A particularly urgent issue raised was the massive reduction in government spending—referred to in shorthand as “Doge” during the interview. Trump’s moves to eliminate entire departments (like Education) and shrink others (like the CDC) could result in the loss of 400,000 to 600,000 federal jobs, pushing unemployment well above 5%. Conway warned of downstream effects on state-level funding, university programs, and tourism, especially in states that depend on federal contracts or programs.
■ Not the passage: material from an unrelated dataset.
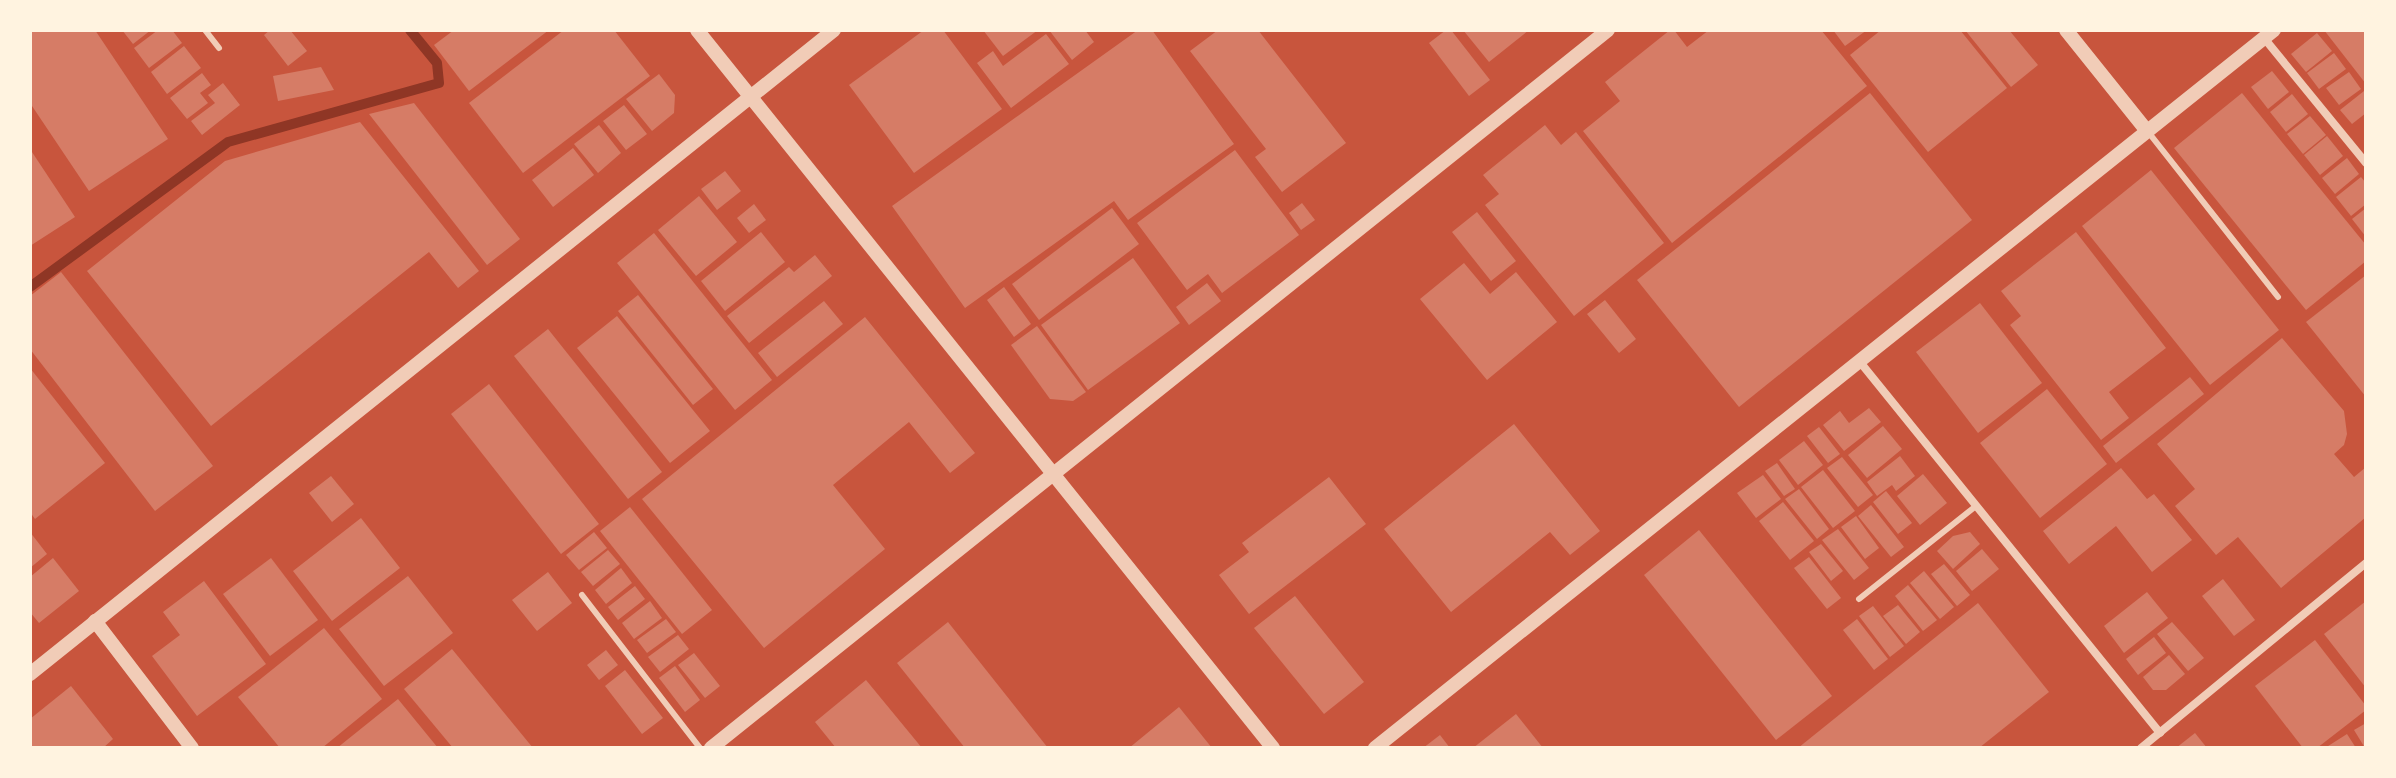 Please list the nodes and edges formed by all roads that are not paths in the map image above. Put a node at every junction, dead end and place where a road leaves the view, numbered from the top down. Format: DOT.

Sector-by-Sector Real Estate Outlook

Despite the challenges, Conway sees bright spots across several real estate sectors:

Industrial

Still in demand, especially for warehousing and distribution. New construction may slow due to cost, but occupancy remains strong.

Multifamily Housing

With single-family homes increasingly unaffordable and supply limited, multifamily remains resilient. Lower delivery volumes in 2025 could drive rents higher and make sub-6% cap rate deals more attractive.

🟡 Retail

The “big box apocalypse” is over, but small-box retail (e.g., pharmacies, bank branches) now faces challenges. Conway sees opportunity in repurposing these smaller footprints for clinics, offices, and service providers.

🟡 Office

High-rise urban towers remain risky, but Conway is bullish on suburban and mid-rise office buildings. Many are trading well below replacement cost, especially in high-growth Sunbelt markets like Orlando and Miami.

🟡 Hotels

Destination hotels are thriving, while convention-centric urban properties lag. As capex-heavy assets, they require strategic repositioning, especially in tax-heavy states like Colorado.


Regional Migration and Market Opportunities

One of Conway’s favorite tools? The annual U-Haul migration report. As more people leave high-cost, high-regulation states like California and New York, Sunbelt and Midwest states are the big winners. Markets like Texas, Georgia, and the Carolinas are experiencing job growth, population inflows, and corresponding real estate opportunities.

Conway also highlighted the financial sector’s explosive growth in Dallas, which may soon rival New York as the country’s financial capital.


Advice for Investors: Be Patient, Be Flexible

As a final note, Conway urged real estate professionals to avoid overreacting to economic swings. In his words, “We don’t know what hand we’re playing until Trump deals the cards.” With frequent policy shifts and regulatory surprises, Conway recommends staying close to your capital partners and banking relationships, and being ready to pivot.


The Takeaway

This episode made one thing clear: we’re in a time of recalibration. Between aggressive tariffs, a hands-off Fed, government cutbacks, and shifting migration patterns, the commercial real estate landscape is in flux. But as K.C. Conway emphasized, there’s still opportunity—for those who do their homework, stay nimble, and invest strategically.

Whether you’re in retail, industrial, housing, or office, 2025 is shaping up to be a year of both challenge and transformation.